Maybe not as well known as Asociados Don Mario or Nidera Semillas in the world, but Santa Rosa Semillas (SRS) is the third largest soybean genetic developer in Argentina. The company was formed during the ’90 by more than 20 agriculture cooperatives in the Santa Fe province. Today is owned by 19 cooperatives, two private companies and a number of individual stakeholders.
From 2010 to the present, SRS registered 30 soybean new varieties in the Seed National Institute (INASE as its Spanish acronym), the institute in charge to enforce the Plant Breeders Act 20.247. This number positioned SRS as the third large soybean breeder in the country.
“We have a total of 42 soybean varieties registered at the INASE, 21 new varieties in the registration process and a portfolio of twelve varieties offered to farmers”, the breeder in charge of the soybean program, agronomist Juan Pico, told to www.eFarmNewsAr.com.
The company has its I+D headquarters in Salto, Buenos Aires province; during a long time, the soybean program was led by Roberto Wright, one of the most recognized soybean breeders in Argentina.
“Our goal is to accomplish the farmer’s demand”, Mr. Pico says. For this reason, the company is developing new technological platforms for its germplasm. Most of the varieties available to farmers are RR1, but SRS had begun to release new varieties with the Intacta technology.
“Also we have a platform to offer farmers new soybean varieties enhanced with tolerance to sulfonylurea herbicides”, Mr. Pico Added. “The weeds acquiring glyphosate resistance is a big problem to farmers and we are bringing a technological solution for them”, he explains.
But Intacta and sulfonylurea tolerance are not the only tech-platforms in the SRS scope. Currently, they are preparing a drought tolerance one, expecting for the liberation of the HB4 technology, developed by biotechnology startup Bioceres. In the other extreme, SRS develops a conventional, non-GMO, platform to offer farmers varieties eligible for the non-GMO business niche.
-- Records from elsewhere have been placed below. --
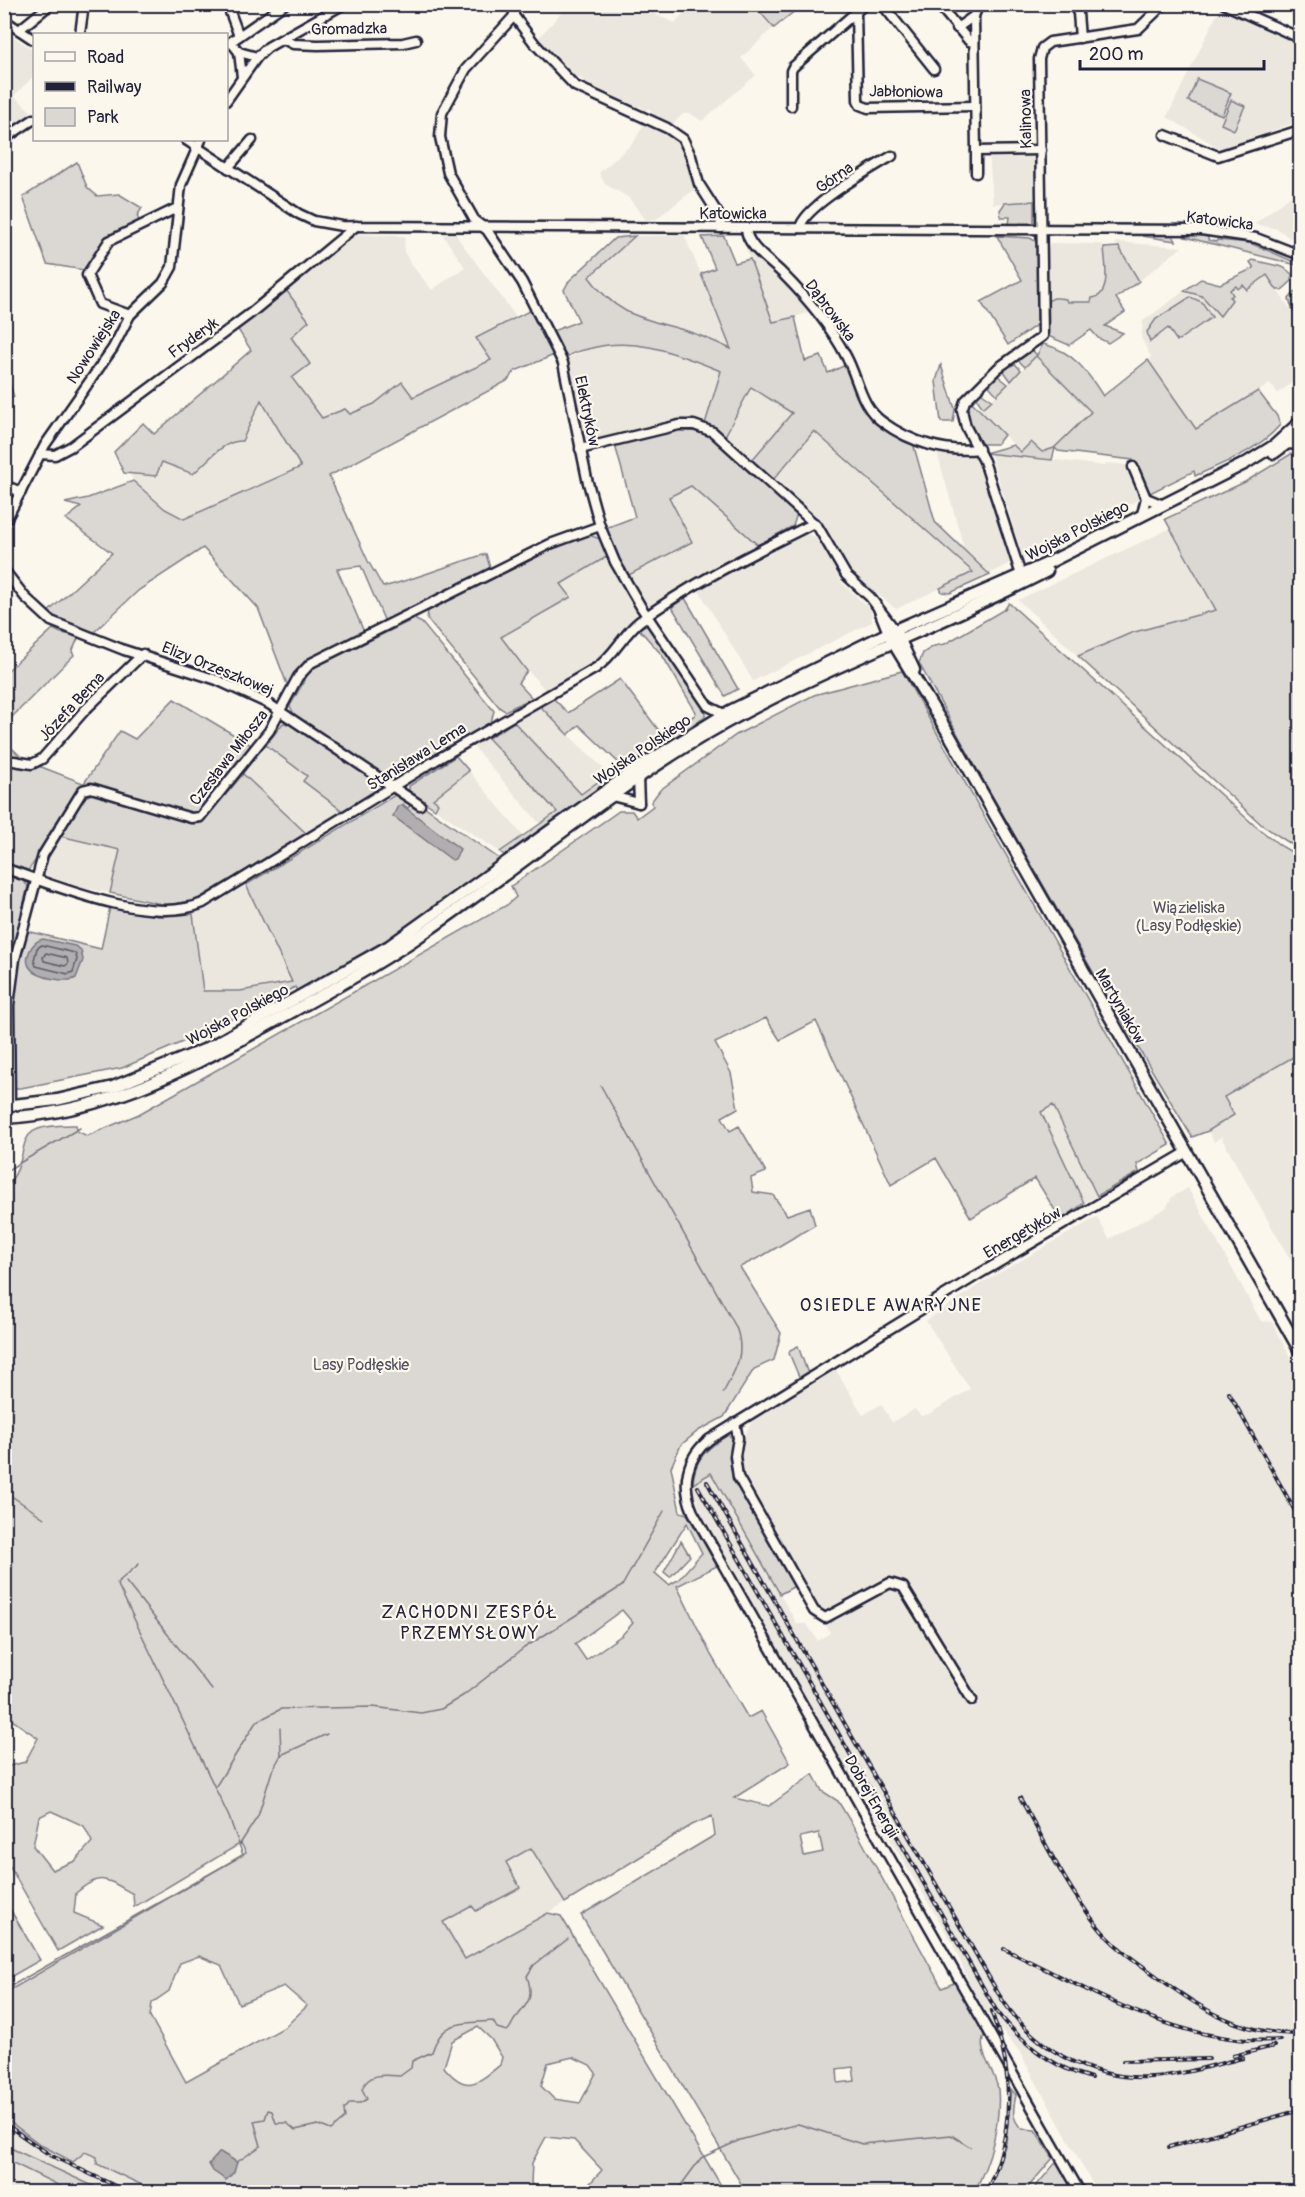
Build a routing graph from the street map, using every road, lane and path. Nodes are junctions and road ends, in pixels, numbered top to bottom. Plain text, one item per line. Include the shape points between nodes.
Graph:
1 (51, 4) edge
2 (84, 4) edge
3 (227, 4) edge
4 (285, 4) edge
5 (344, 4) edge
6 (514, 4) edge
7 (865, 4) edge
8 (882, 4) edge
9 (938, 4) edge
10 (1073, 4) edge
11 (1164, 4) edge
12 (1224, 4) edge
13 (980, 5) edge
14 (856, 12) junction
15 (514, 16) junction
16 (974, 16) junction
17 (4, 20) edge
18 (957, 28) junction
19 (19, 30) junction
20 (80, 33) edge
21 (239, 36) junction
22 (1080, 38) junction
23 (1300, 38) edge
24 (33, 39) edge
25 (283, 39) junction
26 (416, 40) dead end
27 (974, 42) junction
28 (229, 44) edge
29 (239, 52) junction
30 (257, 57) junction
31 (934, 69) dead end
32 (242, 78) junction
33 (228, 98) edge
34 (791, 106) dead end
35 (974, 106) junction
36 (33, 120) edge
37 (1300, 130) edge
38 (1165, 135) dead end
39 (4, 139) edge
40 (252, 140) dead end
41 (199, 143) edge
42 (1041, 150) junction
43 (976, 151) junction
44 (892, 156) dead end
45 (228, 168) junction
46 (976, 173) dead end
47 (177, 208) junction
48 (356, 226) junction
49 (482, 227) junction
50 (721, 228) junction
51 (746, 228) junction
52 (800, 228) junction
53 (1042, 229) junction
54 (1300, 255) edge
55 (130, 315) junction
56 (1300, 422) edge
57 (1300, 434) edge
58 (1287, 444) junction
59 (1300, 445) edge
60 (580, 448) junction
61 (979, 449) junction
62 (39, 454) junction
63 (1133, 467) dead end
64 (4, 485) edge
65 (21, 492) junction
66 (1146, 498) junction
67 (1161, 504) junction
68 (1142, 514) junction
69 (814, 523) junction
70 (4, 524) edge
71 (600, 526) junction
72 (4, 570) edge
73 (1021, 575) junction
74 (647, 616) junction
75 (891, 631) junction
76 (914, 634) junction
77 (897, 642) junction
78 (879, 650) junction
79 (143, 654) junction
80 (905, 656) junction
81 (708, 706) junction
82 (282, 712) junction
83 (724, 714) junction
84 (709, 723) junction
85 (14, 761) dead end
86 (638, 778) junction
87 (394, 788) junction
88 (612, 796) junction
89 (420, 805) dead end
90 (4, 868) edge
91 (36, 879) junction
92 (7, 1106) edge
93 (7, 1118) edge
94 (1187, 1152) junction
95 (873, 1340) joint
96 (1300, 1351) edge
97 (735, 1423) junction
98 (972, 1700) dead end
99 (1080, 2193) edge

1 - 19 street
2 - 20 street
3 - 21 street
4 - 21 street
5 - 25 street
6 - 15 street
7 - 14 street
8 - 31 street, Jabłoniowa
9 - 18 street
10 - 22 street via 1078,13
11 - 22 street, Kalinowa via 1138,29
12 - 23 street
13 - 16 street
14 - 34 street via 793,67
14 - 35 street, Jabłoniowa via 860,105
15 - 49 street, Elektryków via 466,69 440,123 448,173
15 - 50 street via 534,44 575,86 677,133 688,147 699,184 718,213
16 - 18 street
16 - 27 street
17 - 19 street
18 - 27 street
19 - 24 street
21 - 28 street
22 - 42 street, Kalinowa via 1050,42 1042,48
25 - 26 street, Gromadzka via 293,44 318,45
25 - 30 street
27 - 35 street
28 - 29 street
29 - 30 street
29 - 32 street
30 - 32 street
32 - 33 street
35 - 43 street
36 - 39 street
37 - 38 street via 1218,156
40 - 45 street
41 - 45 street, Katowicka
41 - 47 street, Nowowiejska via 181,185
42 - 43 street
42 - 53 street, Kalinowa
43 - 46 street
44 - 52 street, Górna via 817,207 803,218
45 - 48 street, Katowicka via 314,221
47 - 55 street, Nowowiejska via 172,267 163,283
47 - 55 street via 109,241 87,275 100,304
48 - 49 street, Katowicka
48 - 62 street, Fryderyk via 251,313 72,446 55,455
49 - 50 street, Katowicka
49 - 60 street, Elektryków via 522,282 563,363
50 - 51 street, Katowicka
51 - 52 street, Katowicka
51 - 61 street, Dąbrowska via 750,242 791,282 838,342 854,372 860,394 882,422 927,444 954,450
52 - 53 street, Katowicka
53 - 54 street, Katowicka via 1220,232 1256,238
53 - 61 street, Kalinowa via 1042,338 998,368 965,400 963,418
55 - 62 street, Nowowiejska via 113,348
56 - 67 main road, Wojska Polskiego via 1259,455
57 - 58 main road, Wojska Polskiego
58 - 59 street
58 - 76 main road, Wojska Polskiego via 1242,472
60 - 69 street via 680,425 700,427 719,437
60 - 71 street, Elektryków
61 - 73 street, Kalinowa
62 - 65 street, Nowowiejska
63 - 66 street
64 - 65 street
65 - 70 street, Nowowiejska
66 - 67 street
66 - 68 street
67 - 68 main road, Wojska Polskiego
68 - 73 main road, Wojska Polskiego
69 - 74 street, Stanisława Lema via 702,580
69 - 75 street via 828,540 846,575 878,608
71 - 74 street, Elektryków
71 - 82 street, Czesława Miłosza via 550,544 316,659 298,677
72 - 79 street, Elizy Orzeszkowej via 51,621
73 - 75 main road, Wojska Polskiego
74 - 81 street, Elektryków
74 - 87 street, Stanisława Lema via 596,668
75 - 77 main road, Martyniaków
75 - 83 main road, Wojska Polskiego
76 - 77 main road, Wojska Polskiego
76 - 80 main road
77 - 78 main road, Wojska Polskiego
77 - 80 main road, Martyniaków
78 - 80 main road
78 - 86 main road, Wojska Polskiego via 756,706
79 - 82 street, Elizy Orzeszkowej via 217,681
79 - 85 street, Józefa Bema via 42,759 32,764
80 - 94 main road, Martyniaków
81 - 83 street, Elektryków
81 - 84 street
82 - 87 street, Elizy Orzeszkowej
82 - 91 street, Czesława Miłosza via 198,818 91,788 83,790 45,850
83 - 84 main road, Wojska Polskiego
84 - 92 main road, Wojska Polskiego via 639,767 389,946 278,1010 196,1054 134,1080 66,1098
86 - 88 main road, Wojska Polskiego
86 - 88 street via 639,803
87 - 89 street, Elizy Orzeszkowej
87 - 91 street, Stanisława Lema via 192,907 156,910 84,895
88 - 93 main road, Wojska Polskiego via 384,959 222,1050 111,1100
90 - 91 street, Stanisława Lema
91 - 92 street, Czesława Miłosza via 11,983
92 - 93 main road
94 - 95 street, Energetyków
94 - 96 main road, Martyniaków
95 - 97 street, Dobrej Energii
97 - 98 street via 738,1477 814,1611 825,1618 890,1583 898,1584
97 - 99 street, Dobrej Energii via 705,1442 692,1459 686,1482 689,1502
In the technological framework, SRS is part of a network integrated by other 5 local breeding companies and the Rosario and Buenos Aires universities. This network facilitates the access to sequencing genome technologies, molecular markers, and gene-editing, three advanced technologies to enhance the traditional breeding work.
Also, SRS has an agreement with the biotechnology startup Bioheuris to develop new varieties with gene-editing technology.
“Our goal is to release between 3 to 6 new soybean varieties per year”, Mr. Pico told to www.eFarmNewsAr.com. “Currently we are supplying soybean genetic to farmers in Argentina, Brazil, Paraguay, Uruguay and South Africa, with varieties with maturity groups from III to VIII, and promptly we will entering in the Bolivian market”, Mr. Pico concludes.